Simulation and calibration of extended hortsyst model in predicting macronutrients in tomato (Solanum lycopersicum L.)

Abstract

The production potential of high crop yields is latent in Mexico, but it must be done in moderation so as not to continue increasing pollution and save production costs with optimal fertilizer use. The HortSyst dynamic model which predicts dry matter production (DMP) was calibrated and evaluated using data from the summer to fall 2018, actualized crop parameters and a time step of 5 min, for tomato grown from transplant until the beginning of the reproductive phase in a plastic greenhouse located at the central part of Mexico.
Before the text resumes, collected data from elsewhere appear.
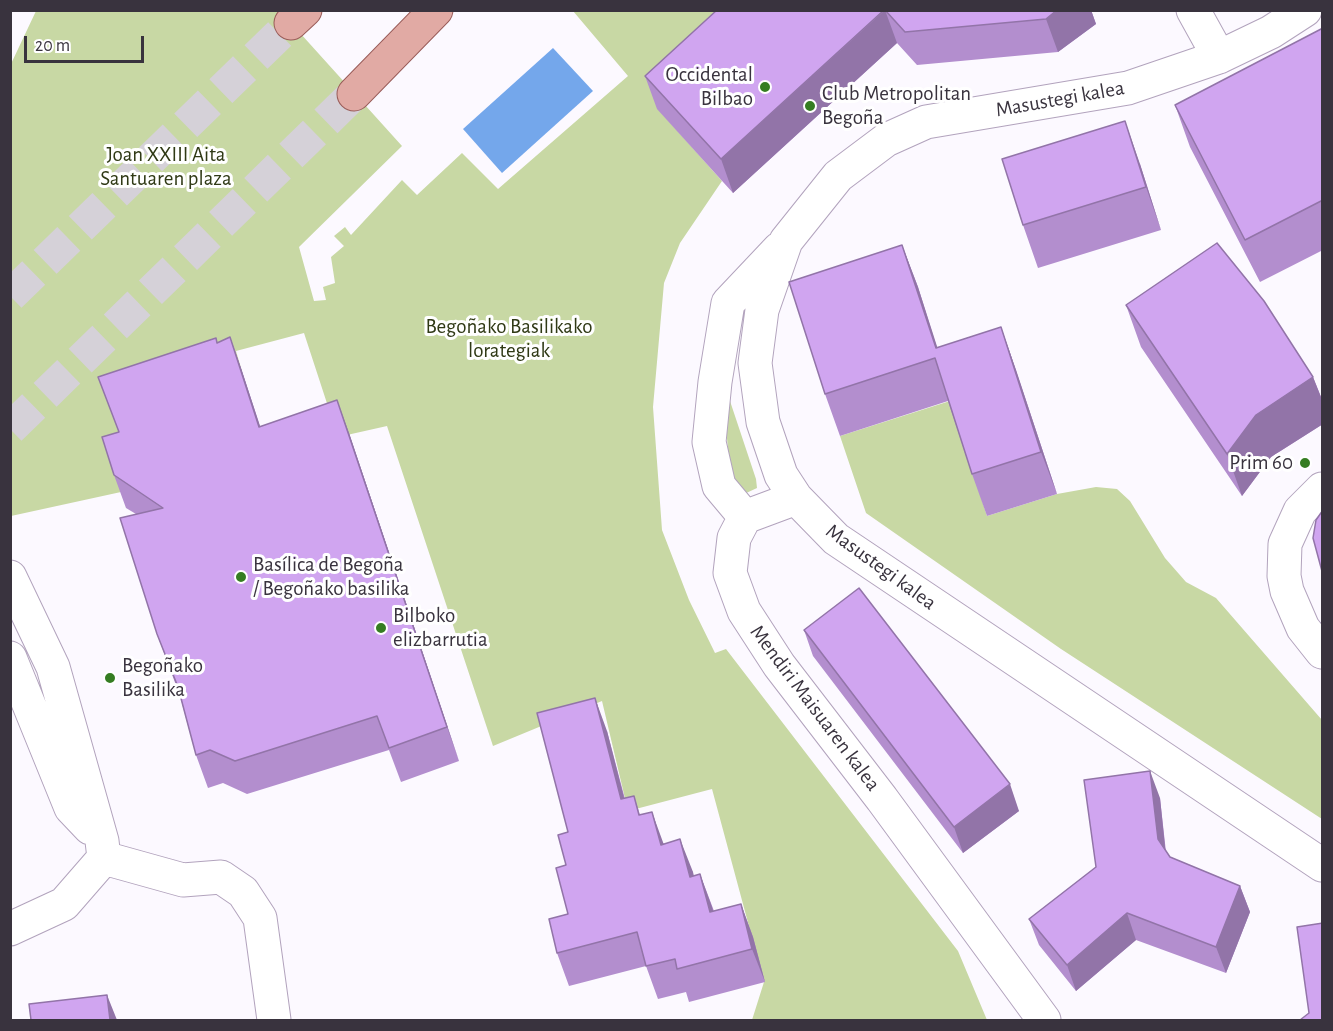 <!DOCTYPE html>
<meta charset="utf-8">
<style>
body{margin:0}
#map{position:relative;width:1333px;height:1031px;overflow:hidden;background:#fcf9ff;font-family:"Alegreya Sans",sans-serif}
canvas{display:block}
.frame{position:absolute;inset:0;border:12px solid #39333e;pointer-events:none}
.scale{position:absolute;left:24px;top:36px;width:120px;height:27px;box-sizing:border-box;border:3px solid #39333e;border-top:0;padding-left:8px;font-size:18px;line-height:21px;white-space:nowrap;color:#39333e;-webkit-text-stroke:4px #fff;paint-order:stroke}
</style>
<div id="map">
<canvas width="1333" height="1031"></canvas>
<div class="frame"></div>
<div class="scale">20 m</div>
</div>
<script>
const ctx = document.querySelector('canvas').getContext('2d');
ctx.lineJoin = 'round';
function paint(path, color) { ctx.fillStyle = color; ctx.fill(path, 'evenodd'); }
const shape = rows => new Path2D(rows.map(r => 'M' + r).join(''));
function stroke(path, color, width, dash) { ctx.strokeStyle = color; ctx.lineWidth = width; ctx.lineCap = dash ? 'butt' : 'round'; ctx.setLineDash(dash || []); ctx.stroke(path); }
function label(font, color, halo, rows, align = 'center') {
  ctx.font = font + ' "Alegreya Sans",sans-serif'; ctx.lineWidth = 6; ctx.setLineDash([]); ctx.textBaseline = 'middle'; ctx.strokeStyle = halo; ctx.fillStyle = color; for (const [text, x, y, turn = 0] of rows) {
    ctx.save(); ctx.translate(x, y); ctx.rotate((+turn || 0) * Math.PI / 180); ctx.textAlign = isNaN(turn) ? turn : align; if (halo) ctx.strokeText(text, 0, 0); ctx.fillText(text, 0, 0); ctx.restore();
  }
}
paint(shape([
 [36,11,279,11,291,23,402,146,299,247,314,301,326,300,323,287,335,283,331,257,344,246,334,236,345,227,351,235,402,180,417,195,462,153,498,189,628,76,573,11,716,11,738,36,658,109,722,181,680,243,664,283,653,407,662,530,689,600,715,653,726,649,958,951,987,1020,752,1020,764,982,712,789,628,811,602,701,493,746,387,426,338,437,304,333,236,351,242,371,134,464,121,492,11,516,10,66],
 [730,401,756,479,757,488,742,495,731,481,726,428],
 [950,401,987,516,1057,494,1096,487,1117,489,1130,501,1165,558,1186,582,1216,598,1322,720,1322,819,1061,649,866,513,840,436]
]), '#c8d8a4');
paint(shape([
 [553,48,593,91,502,173,463,129]
]), '#74a7eb');
stroke(shape([
 [10,296,291,23],
 [10,429,354,94]
]), '#d5d1d8', 33, [33, 16]);
const minor = shape([
 [1193,10,1219,57],
 [1305,10,1271,32,1219,57,1128,88,926,122,886,140,838,176,786,241,762,310,755,363,763,422,781,475,796,498,836,539,1322,865],
 [1322,489,1300,511,1285,544,1284,576,1287,591,1303,628,1322,652],
 [745,517,734,538,730,573,744,611,779,665,882,799,1044,1020],
 [745,517,719,486,709,442,715,382,728,303,779,249],
 [745,517,796,498],
 [10,577,53,667,102,841,104,858,64,904,10,929],
 [10,658,71,808,90,828],
 [104,858,183,880,221,877,243,892,260,918,274,1020]
]);
const primary = shape([
 [291,23,305,10],
 [354,94,436,10]
]);
stroke(minor, '#b2a3bd', 35);
stroke(primary, '#995c59', 35);
stroke(minor, '#fff', 33);
stroke(primary, '#e1aaa4', 33);
paint(shape([
 [717,10,1091,10,1096,24,1058,52,917,65,897,43,733,193,657,109,645,76],
 [1323,28,1323,250,1260,282,1190,147,1175,105],
 [1140,164,1161,230,1038,268,1023,225],
 [902,245,918,287,937,348,1001,327,1016,370,1057,494,987,516,972,474,948,401,840,436,825,394],
 [1126,305,1313,377,1323,402,1323,424,1271,457,1242,496,1141,347],
 [230,337,242,371,260,426,349,433,459,761,401,782,389,750,247,794,223,783,208,788,196,755,180,696,157,634,136,514,126,508,114,475,119,432,98,377,217,343],
 [804,630,1019,811,963,853,813,656],
 [607,731,625,799,634,796,640,815,664,844,693,872,693,876,700,874,714,911,741,904,753,937,765,982,689,1002,686,992,658,999,646,966,569,986,557,953,568,914,566,865,568,832],
 [1160,798,1166,852,1170,857,1240,886,1250,912,1226,973,1136,940,1076,991,1039,945,1029,919,1096,867]
]), '#b38ece');
paint(shape([
 [885,10,897,43,733,193,721,159],
 [1057,10,1091,10,1096,24,1058,52,1046,19],
 [1125,121,1140,164,1161,230,1146,187],
 [902,245,918,287,951,390,936,348],
 [1001,327,1016,370,1057,494,1041,452],
 [230,337,242,371,271,460,259,427],
 [1313,377,1323,402,1323,424,1271,457,1242,496,1227,454,1256,415],
 [337,400,349,433,459,761,447,727],
 [595,698,607,731,633,833,621,799],
 [1150,771,1160,798,1167,866,1158,839],
 [1010,784,1019,811,963,853,954,827],
 [652,812,664,845,661,845],
 [680,839,693,872,702,910,690,877],
 [700,874,712,907,722,945,710,912],
 [1240,886,1250,912,1226,973,1216,947],
 [741,904,753,937,765,982,752,949],
 [1127,913,1136,940,1076,991,1067,965],
 [107,995,117,1020,110,1020]
]), '#9274a8');
const building = shape([
 [717,10,884,10,721,159,645,76,717,10],
 [885,10,1057,10,1046,19,905,32,885,10],
 [1323,28,1323,200,1245,240,1175,105,1323,28],
 [1125,121,1146,187,1023,225,1002,159,1125,121],
 [1217,243,1264,301,1313,377,1256,415,1227,454,1126,305,1217,243],
 [902,245,936,348,1001,327,1041,452,972,474,935,358,825,394,789,282,902,245],
 [230,337,259,427,337,400,447,727,389,748,377,716,235,761,210,750,196,755,178,687,157,634,120,518,163,508,114,475,102,437,119,432,98,377,216,338,217,343,230,337],
 [1323,510,1323,575,1313,538,1316,520,1323,510],
 [859,588,1010,784,954,827,804,630,859,588],
 [595,698,621,799,634,796,639,815,652,812,661,845,680,839,690,877,700,874,710,912,741,904,752,949,677,969,675,959,646,966,637,932,557,953,549,919,568,914,556,868,566,865,558,835,568,832,537,713,595,698],
 [1150,771,1158,839,1170,857,1240,886,1216,947,1127,913,1067,965,1029,919,1096,867,1084,780,1150,771],
 [1323,923,1323,1020,1300,1020,1309,1013,1297,927,1323,923],
 [107,995,110,1020,31,1020,29,1004,107,995]
]);
paint(building, '#d0a5f0');
stroke(building, '#9274a8', 1.5);
for (const [x, y, r, color] of [
 [765,87,6,"#357d22"],
 [810,106,6,"#357d22"],
 [1305,463,6,"#357d22"],
 [241,577,6,"#357d22"],
 [381,628,6,"#357d22"],
 [110,678,6,"#357d22"]
]) { const dot = new Path2D(); dot.arc(x, y, r, 0, 2 * Math.PI); ctx.fillStyle = color; ctx.fill(dot); stroke(dot, '#fff', 2); }
label('21px', '#39333e', '#fff', [
 ["Occidental",753,75,"right"],
 ["Bilbao",753,99,"right"],
 ["Club Metropolitan",822,94],
 ["Begoña",822,118],
 ["Prim 60",1293,463,"right"],
 ["Basílica de Begoña",253,565],
 ["/ Begoñako basilika",253,589],
 ["Bilboko",393,616],
 ["elizbarrutia",393,640],
 ["Begoñako",122,666],
 ["Basilika",122,690]
], 'left');
label('21px', '#39333e', '#fff', [
 ["Masustegi kalea",1060,99,-10],
 ["Masustegi kalea",881,567,36],
 ["Mendiri Maisuaren kalea",815,708,53]
]);
label('21px', '#2f3915', '#fff', [
 ["Joan XXIII Aita",166,155],
 ["Santuaren plaza",166,179],
 ["Begoñako Basilikako",509,327],
 ["lorategiak",509,351]
]);
</script>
The HortSyst model performance without calibration as predicting DMP had an efficiency (EF) of 0.91 and a radiation use efficiency (RUE) of 4.86 g MJ-1 m-2 PAR, failing to simulate the magnitude of the fluctuation between measurements, compared with the calibrated that failing to simulate the fluctuation pattern through measurements with EF 0.99 and RUE 5.89 g MJ-1 m-2 PAR. In order to modeling macronutrients (N, P, K, Ca and Mg) concentrations, Gaussian curves and a polynomial curve using as an input cumulative relative development rate (RDRc) were used, which resulted in a coefficient of determination (R2 ) of 0.99 for N, P, Ca and Mg models and R2 of 0.86 for K model. To determine macronutrients uptake, the concentration of the nutrients was multiplied by the weight produced, resulting in an EF greater than 0.98 in the simulations for all macronutrients.